WHAT NEEDS TO BE DONE
Scan the entries for the word "pinky" and return every line that has it.

Keypoint text descriptions:
- - -

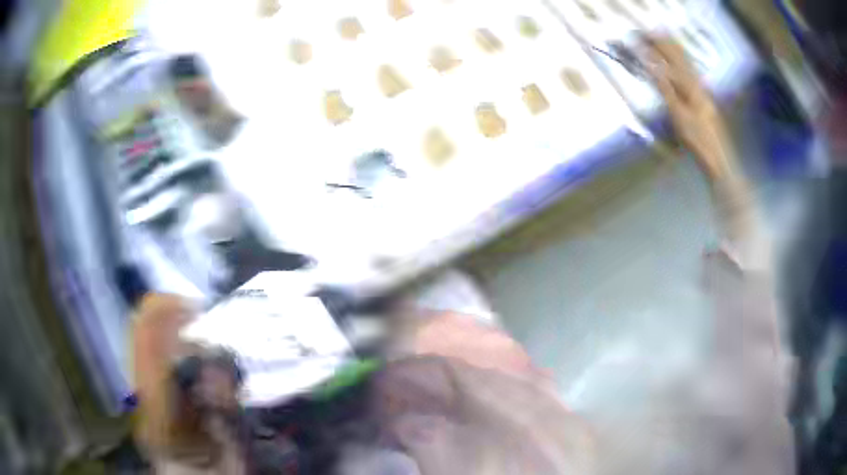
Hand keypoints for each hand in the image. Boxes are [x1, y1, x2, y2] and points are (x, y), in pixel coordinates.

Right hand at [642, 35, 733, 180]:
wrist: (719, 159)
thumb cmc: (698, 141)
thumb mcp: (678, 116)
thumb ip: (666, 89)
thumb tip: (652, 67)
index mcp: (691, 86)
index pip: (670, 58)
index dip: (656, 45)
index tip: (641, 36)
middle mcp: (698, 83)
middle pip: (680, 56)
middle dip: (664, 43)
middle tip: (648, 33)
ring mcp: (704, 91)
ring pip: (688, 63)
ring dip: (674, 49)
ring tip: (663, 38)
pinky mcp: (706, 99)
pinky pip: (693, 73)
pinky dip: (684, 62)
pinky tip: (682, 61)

- - -

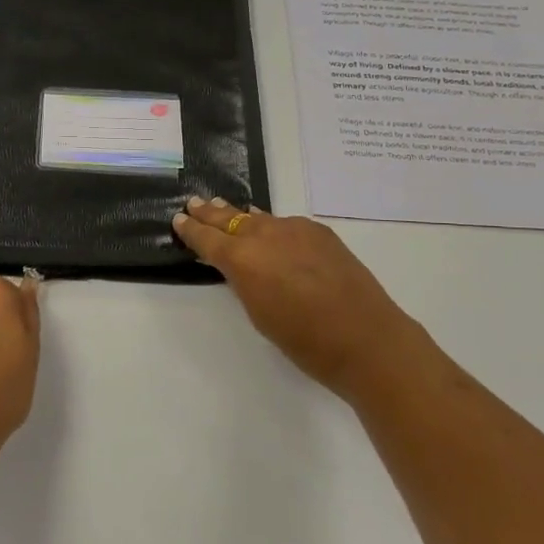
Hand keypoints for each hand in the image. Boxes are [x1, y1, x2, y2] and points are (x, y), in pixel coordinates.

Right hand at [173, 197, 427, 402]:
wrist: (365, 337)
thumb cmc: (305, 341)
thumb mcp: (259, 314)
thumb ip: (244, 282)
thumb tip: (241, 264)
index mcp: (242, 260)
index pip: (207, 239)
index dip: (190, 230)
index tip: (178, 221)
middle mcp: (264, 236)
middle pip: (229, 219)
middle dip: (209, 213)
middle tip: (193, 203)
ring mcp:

- - -

WORKED SOLUTION
pinky mcp: (706, 99)
pinky pip: (693, 73)
pinky dip: (684, 62)
pinky tip: (682, 61)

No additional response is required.